Tell your story. If someone in your organisation gets scammed or clicks a malicious link, don't let them sit in silence. Remove the shame and normalise what happened.
"Cyber criminals, this is their full-time job," she says. "They're professionals. They're trying to catch you. When we don't talk about it, we let the shame win and we don't learn from it."
Verify everything. In an age of deepfakes and voice cloning, trust but verify isn't paranoid - it's prudent. Double-check through a different channel before acting on urgent requests.

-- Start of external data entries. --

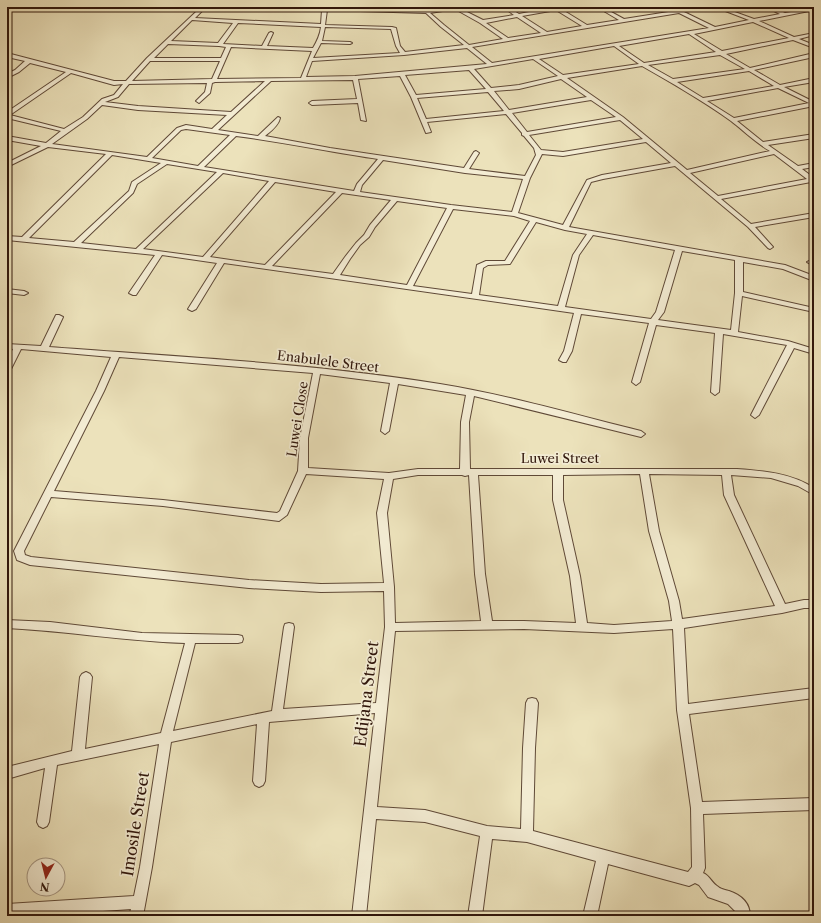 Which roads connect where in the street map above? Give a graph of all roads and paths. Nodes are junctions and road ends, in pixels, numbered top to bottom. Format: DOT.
graph roads {
  1 [pos="180,7"];
  2 [pos="257,7"];
  3 [pos="464,7"];
  4 [pos="505,7"];
  5 [pos="567,7"];
  6 [pos="599,7"];
  7 [pos="672,7"];
  8 [pos="708,7"];
  9 [pos="718,7"];
  10 [pos="768,7"];
  11 [pos="203,8"];
  12 [pos="324,8"];
  13 [pos="456,8"];
  14 [pos="555,8"];
  15 [pos="814,10"];
  16 [pos="427,12"];
  17 [pos="680,12"];
  18 [pos="785,14"];
  19 [pos="520,16"];
  20 [pos="190,19"];
  21 [pos="388,20"];
  22 [pos="624,21"];
  23 [pos="755,21"];
  24 [pos="236,22"];
  25 [pos="482,22"];
  26 [pos="323,26"];
  27 [pos="586,27"];
  28 [pos="714,29"];
  29 [pos="271,33"];
  30 [pos="545,33"];
  31 [pos="690,33"];
  32 [pos="814,34"];
  33 [pos="795,38"];
  34 [pos="507,40"];
  35 [pos="167,42"];
  36 [pos="321,42"];
  37 [pos="350,43"];
  38 [pos="219,45"];
  39 [pos="615,45"];
  40 [pos="229,46"];
  41 [pos="469,46"];
  42 [pos="814,46"];
  43 [pos="264,47"];
  44 [pos="314,50"];
  45 [pos="721,53"];
  46 [pos="404,54"];
  47 [pos="7,55"];
  48 [pos="814,55"];
  49 [pos="533,57"];
  50 [pos="150,59"];
  51 [pos="30,60"];
  52 [pos="222,60"];
  53 [pos="310,60"];
  54 [pos="642,64"];
  55 [pos="491,65"];
  56 [pos="470,68"];
  57 [pos="749,69"];
  58 [pos="70,72"];
  59 [pos="402,75"];
  60 [pos="7,76"];
  61 [pos="562,77"];
  62 [pos="355,78"];
  63 [pos="303,80"];
  64 [pos="814,80"];
  65 [pos="269,81"];
  66 [pos="672,81"];
  67 [pos="212,82"];
  68 [pos="114,83"];
  69 [pos="127,83"];
  70 [pos="780,87"];
  71 [pos="122,90"];
  72 [pos="490,90"];
  73 [pos="414,97"];
  74 [pos="592,98"];
  75 [pos="703,100"];
  76 [pos="199,101"];
  77 [pos="360,101"];
  78 [pos="100,103"];
  79 [pos="312,103"];
  80 [pos="814,104"];
  81 [pos="507,112"];
  82 [pos="232,114"];
  83 [pos="7,115"];
  84 [pos="621,118"];
  85 [pos="278,119"];
  86 [pos="364,120"];
  87 [pos="423,120"];
  88 [pos="733,120"];
  89 [pos="66,130"];
  90 [pos="213,132"];
  91 [pos="428,132"];
  92 [pos="234,134"];
  93 [pos="524,134"];
  94 [pos="814,136"];
  95 [pos="7,138"];
  96 [pos="259,138"];
  97 [pos="647,140"];
  98 [pos="762,144"];
  99 [pos="47,145"];
  100 [pos="538,152"];
  101 [pos="775,152"];
  102 [pos="111,153"];
  103 [pos="476,153"];
  104 [pos="382,158"];
  105 [pos="147,160"];
  106 [pos="165,163"];
  107 [pos="677,164"];
  108 [pos="7,165"];
  109 [pos="814,165"];
  110 [pos="199,168"];
  111 [pos="796,168"];
  112 [pos="465,170"];
  113 [pos="221,172"];
  114 [pos="685,172"];
  115 [pos="527,178"];
  116 [pos="273,180"];
  117 [pos="813,180"];
  118 [pos="341,191"];
  119 [pos="356,193"];
  120 [pos="715,198"];
  121 [pos="395,199"];
  122 [pos="451,207"];
  123 [pos="514,214"];
  124 [pos="814,215"];
  125 [pos="534,220"];
  126 [pos="750,226"];
  127 [pos="565,228"];
  128 [pos="592,232"];
  129 [pos="7,238"];
  130 [pos="24,239"];
  131 [pos="75,245"];
  132 [pos="770,247"];
  133 [pos="679,248"];
  134 [pos="137,250"];
  135 [pos="160,253"];
  136 [pos="206,258"];
  137 [pos="739,260"];
  138 [pos="222,261"];
  139 [pos="267,266"];
  140 [pos="336,276"];
  141 [pos="814,279"];
  142 [pos="409,287"];
  143 [pos="7,291"];
  144 [pos="24,293"];
  145 [pos="133,293"];
  146 [pos="739,293"];
  147 [pos="475,295"];
  148 [pos="192,309"];
  149 [pos="561,309"];
  150 [pos="814,310"];
  151 [pos="578,312"];
  152 [pos="59,317"];
  153 [pos="652,322"];
  154 [pos="719,331"];
  155 [pos="734,334"];
  156 [pos="791,345"];
  157 [pos="7,346"];
  158 [pos="18,347"];
  159 [pos="44,349"];
  160 [pos="814,352"];
  161 [pos="116,354"];
  162 [pos="563,360"];
  163 [pos="7,369"];
  164 [pos="317,371"];
  165 [pos="394,382"];
  166 [pos="636,382"];
  167 [pos="715,392"];
  168 [pos="470,393"];
  169 [pos="755,415"];
  170 [pos="385,431"];
  171 [pos="641,434"];
  172 [pos="303,471"];
  173 [pos="558,471"];
  174 [pos="644,471"];
  175 [pos="469,472"];
  176 [pos="726,472"];
  177 [pos="389,476"];
  178 [pos="814,492"];
  179 [pos="49,494"];
  180 [pos="389,587"];
  181 [pos="814,604"];
  182 [pos="782,609"];
  183 [pos="7,624"];
  184 [pos="678,624"];
  185 [pos="487,625"];
  186 [pos="289,627"];
  187 [pos="390,627"];
  188 [pos="582,628"];
  189 [pos="191,639"];
  190 [pos="238,639"];
  191 [pos="86,677"];
  192 [pos="814,693"];
  193 [pos="532,703"];
  194 [pos="380,708"];
  195 [pos="683,710"];
  196 [pos="277,715"];
  197 [pos="264,718"];
  198 [pos="166,737"];
  199 [pos="78,755"];
  200 [pos="52,761"];
  201 [pos="7,773"];
  202 [pos="259,782"];
  203 [pos="814,804"];
  204 [pos="697,808"];
  205 [pos="369,813"];
  206 [pos="43,822"];
  207 [pos="487,832"];
  208 [pos="527,836"];
  209 [pos="603,857"];
  210 [pos="695,876"];
  211 [pos="139,902"];
  212 [pos="7,911"];
  213 [pos="136,916"];
  214 [pos="359,916"];
  215 [pos="475,916"];
  216 [pos="590,916"];
  217 [pos="743,916"];
  1 -- 11 [label="street"];
  2 -- 12 [label="street"];
  3 -- 13 [label="street"];
  4 -- 19 [label="street"];
  5 -- 14 [label="street"];
  6 -- 22 [label="street"];
  7 -- 17 [label="street"];
  8 -- 17 [label="street"];
  9 -- 23 [label="street"];
  10 -- 18 [label="street"];
  11 -- 20 [label="street"];
  12 -- 21 [label="street"];
  12 -- 26 [label="street"];
  13 -- 16 [label="street"];
  13 -- 25 [label="street"];
  14 -- 19 [label="street"];
  14 -- 27 [label="street"];
  15 -- 18 [label="street"];
  16 -- 21 [label="street"];
  16 -- 41 [label="street"];
  17 -- 22 [label="street"];
  17 -- 28 [label="street"];
  18 -- 23 [label="street"];
  19 -- 25 [label="street"];
  19 -- 30 [label="street"];
  20 -- 24 [label="street"];
  20 -- 35 [label="street"];
  21 -- 26 [label="street"];
  21 -- 46 [label="street"];
  22 -- 27 [label="street"];
  23 -- 28 [label="street"];
  23 -- 33 [label="street"];
  24 -- 26 [label="street"];
  24 -- 38 [label="street"];
  25 -- 34 [label="street"];
  26 -- 36 [label="street"];
  27 -- 30 [label="street"];
  28 -- 31 [label="street"];
  29 -- 43 [label="street"];
  30 -- 34 [label="street"];
  31 -- 39 [label="street"];
  31 -- 45 [label="street"];
  32 -- 33 [label="street"];
  33 -- 42 [label="street"];
  33 -- 45 [label="street"];
  34 -- 41 [label="street"];
  35 -- 38 [label="street"];
  35 -- 50 [label="street"];
  36 -- 37 [label="street"];
  36 -- 44 [label="street"];
  38 -- 40 [label="street"];
  39 -- 49 [label="street"];
  39 -- 54 [label="street"];
  40 -- 43 [label="street"];
  40 -- 52 [label="street"];
  41 -- 46 [label="street"];
  41 -- 55 [label="street"];
  43 -- 44 [label="street"];
  44 -- 53 [label="street"];
  45 -- 54 [label="street"];
  45 -- 57 [label="street"];
  46 -- 53 [label="street"];
  47 -- 51 [label="street"];
  48 -- 57 [label="street"];
  49 -- 55 [label="street"];
  49 -- 61 [label="street"];
  50 -- 52 [label="street"];
  50 -- 69 [label="street"];
  51 -- 58 [label="street"];
  51 -- 60 [label="street"];
  52 -- 67 [label="street"];
  53 -- 63 [label="street"];
  54 -- 61 [label="street"];
  54 -- 66 [label="street"];
  55 -- 56 [label="street"];
  56 -- 59 [label="street"];
  56 -- 72 [label="street"];
  57 -- 66 [label="street"];
  57 -- 70 [label="street"];
  58 -- 68 [label="street"];
  58 -- 83 [label="street"];
  59 -- 62 [label="street"];
  59 -- 73 [label="street"];
  61 -- 72 [label="street"];
  61 -- 74 [label="street"];
  62 -- 63 [label="street"];
  62 -- 77 [label="street"];
  63 -- 65 [label="street"];
  64 -- 70 [label="street"];
  65 -- 67 [label="street"];
  65 -- 82 [label="street"];
  66 -- 75 [label="street"];
  67 -- 69 [label="street"];
  67 -- 76 [label="street"];
  68 -- 69 [label="street"];
  68 -- 71 [label="street"];
  69 -- 71 [label="street"];
  70 -- 75 [label="street"];
  70 -- 80 [label="street"];
  71 -- 78 [label="street"];
  72 -- 73 [label="street"];
  72 -- 81 [label="street"];
  73 -- 87 [label="street"];
  74 -- 81 [label="street"];
  74 -- 84 [label="street"];
  75 -- 88 [label="street"];
  77 -- 79 [label="street"];
  77 -- 86 [label="street"];
  78 -- 82 [label="street"];
  78 -- 89 [label="street"];
  80 -- 88 [label="street"];
  81 -- 87 [label="street"];
  81 -- 93 [label="street"];
  82 -- 90 [label="street"];
  83 -- 89 [label="street"];
  84 -- 93 [label="street"];
  84 -- 97 [label="street"];
  85 -- 96 [label="street"];
  87 -- 91 [label="street"];
  88 -- 98 [label="street"];
  89 -- 99 [label="street"];
  90 -- 92 [label="street"];
  90 -- 105 [label="street"];
  92 -- 96 [label="street"];
  92 -- 110 [label="street"];
  93 -- 100 [label="street"];
  94 -- 98 [label="street"];
  95 -- 99 [label="street"];
  96 -- 104 [label="street"];
  97 -- 100 [label="street"];
  97 -- 107 [label="street"];
  98 -- 101 [label="street"];
  99 -- 102 [label="street"];
  99 -- 108 [label="street"];
  100 -- 115 [label="street"];
  101 -- 111 [label="street"];
  101 -- 114 [label="street"];
  102 -- 105 [label="street"];
  102 -- 130 [label="street"];
  103 -- 112 [label="street"];
  104 -- 112 [label="street"];
  104 -- 119 [label="street"];
  105 -- 106 [label="street"];
  106 -- 110 [label="street"];
  106 -- 131 [label="street"];
  107 -- 114 [label="street"];
  107 -- 127 [label="street"];
  109 -- 111 [label="street"];
  110 -- 113 [label="street"];
  111 -- 117 [label="street"];
  112 -- 115 [label="street"];
  113 -- 116 [label="street"];
  113 -- 134 [label="street"];
  114 -- 120 [label="street"];
  115 -- 123 [label="street"];
  116 -- 118 [label="street"];
  116 -- 136 [label="street"];
  117 -- 120 [label="street"];
  118 -- 119 [label="street"];
  118 -- 139 [label="street"];
  119 -- 121 [label="street"];
  120 -- 126 [label="street"];
  121 -- 122 [label="street"];
  121 -- 140 [label="street"];
  122 -- 123 [label="street"];
  122 -- 142 [label="street"];
  123 -- 125 [label="street"];
  124 -- 126 [label="street"];
  125 -- 127 [label="street"];
  125 -- 147 [label="street"];
  126 -- 132 [label="street"];
  127 -- 128 [label="street"];
  128 -- 133 [label="street"];
  128 -- 149 [label="street"];
  129 -- 130 [label="street"];
  130 -- 131 [label="street"];
  131 -- 134 [label="street"];
  133 -- 137 [label="street"];
  133 -- 153 [label="street"];
  134 -- 135 [label="street"];
  135 -- 136 [label="street"];
  135 -- 145 [label="street"];
  136 -- 138 [label="street"];
  137 -- 141 [label="street"];
  137 -- 146 [label="street"];
  138 -- 139 [label="street"];
  138 -- 148 [label="street"];
  139 -- 140 [label="street"];
  140 -- 142 [label="street"];
  142 -- 147 [label="street"];
  143 -- 144 [label="street"];
  146 -- 150 [label="street"];
  146 -- 155 [label="street"];
  147 -- 149 [label="street"];
  149 -- 151 [label="street"];
  151 -- 153 [label="street"];
  151 -- 162 [label="street"];
  152 -- 159 [label="street"];
  153 -- 154 [label="street"];
  153 -- 166 [label="street"];
  154 -- 155 [label="street"];
  154 -- 167 [label="street"];
  155 -- 156 [label="street"];
  156 -- 160 [label="street"];
  156 -- 169 [label="street"];
  157 -- 158 [label="street, Enabulele Street"];
  158 -- 159 [label="street, Enabulele Street"];
  158 -- 163 [label="street"];
  159 -- 161 [label="street, Enabulele Street"];
  161 -- 164 [label="street, Enabulele Street"];
  161 -- 179 [label="street"];
  164 -- 165 [label="street, Enabulele Street"];
  164 -- 172 [label="street, Luwei Close"];
  165 -- 168 [label="street, Enabulele Street"];
  165 -- 170 [label="street"];
  168 -- 171 [label="street, Enabulele Street"];
  168 -- 175 [label="street"];
  172 -- 177 [label="street, Luwei Street"];
  172 -- 179 [label="street"];
  173 -- 174 [label="street, Luwei Street"];
  173 -- 175 [label="street, Luwei Street"];
  173 -- 188 [label="street"];
  174 -- 176 [label="street, Luwei Street"];
  174 -- 184 [label="street"];
  175 -- 177 [label="street, Luwei Street"];
  175 -- 185 [label="street"];
  176 -- 178 [label="street, Luwei Street"];
  176 -- 182 [label="street"];
  177 -- 180 [label="street, Edijana Street"];
  179 -- 180 [label="street"];
  180 -- 187 [label="street, Edijana Street"];
  181 -- 182 [label="street"];
  182 -- 184 [label="street"];
  183 -- 189 [label="street"];
  184 -- 188 [label="street"];
  184 -- 195 [label="street"];
  185 -- 187 [label="street"];
  185 -- 188 [label="street"];
  186 -- 196 [label="street"];
  187 -- 194 [label="street, Edijana Street"];
  189 -- 190 [label="street"];
  189 -- 198 [label="street, Imosile Street"];
  191 -- 199 [label="street"];
  192 -- 195 [label="street"];
  193 -- 208 [label="street"];
  194 -- 196 [label="street"];
  194 -- 205 [label="street, Edijana Street"];
  195 -- 204 [label="street"];
  196 -- 197 [label="street"];
  197 -- 198 [label="street"];
  197 -- 202 [label="street"];
  198 -- 199 [label="street"];
  198 -- 211 [label="street, Imosile Street"];
  199 -- 200 [label="street"];
  200 -- 201 [label="street"];
  200 -- 206 [label="street"];
  203 -- 204 [label="street"];
  204 -- 210 [label="street"];
  205 -- 207 [label="street"];
  205 -- 214 [label="street, Edijana Street"];
  207 -- 208 [label="street"];
  207 -- 215 [label="street"];
  208 -- 209 [label="street"];
  209 -- 210 [label="street"];
  209 -- 216 [label="street"];
  210 -- 217 [label="street"];
  211 -- 212 [label="street"];
  211 -- 213 [label="street, Imosile Street"];
}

Be careful with AI. Don't believe everything you see online. And don't upload sensitive data to free AI tools without understanding the privacy implications.
The return on investment
When Caitriona works with organisations on culture change, the question inevitably comes up: what's the ROI on this?
The answer isn't found in compliance checkboxes or the number of employees who complete training modules. It's found in behaviour change. In reduced incidents. In employees who feel empowered rather than blamed.
"When you give people an essential life skill, they engage differently," she says. "They stop seeing security as something that's being done to them and start seeing it as something that protects them."
This is the shift from security as overhead to security as value. From compliance culture to resilience culture.
The businesses that will survive the next decade of cyber threats aren't the ones with the most sophisticated technology. They're the ones where employees at every level understand that cyber safety is their responsibility because it protects them, their families and their colleagues.
"Cyber criminals work together," Caitriona notes. "But we as businesses work in silos. That has to change. And it starts with how we talk about and train our people."
Your people are not the weakest link. Given the right education, context and culture - they're your strongest defence.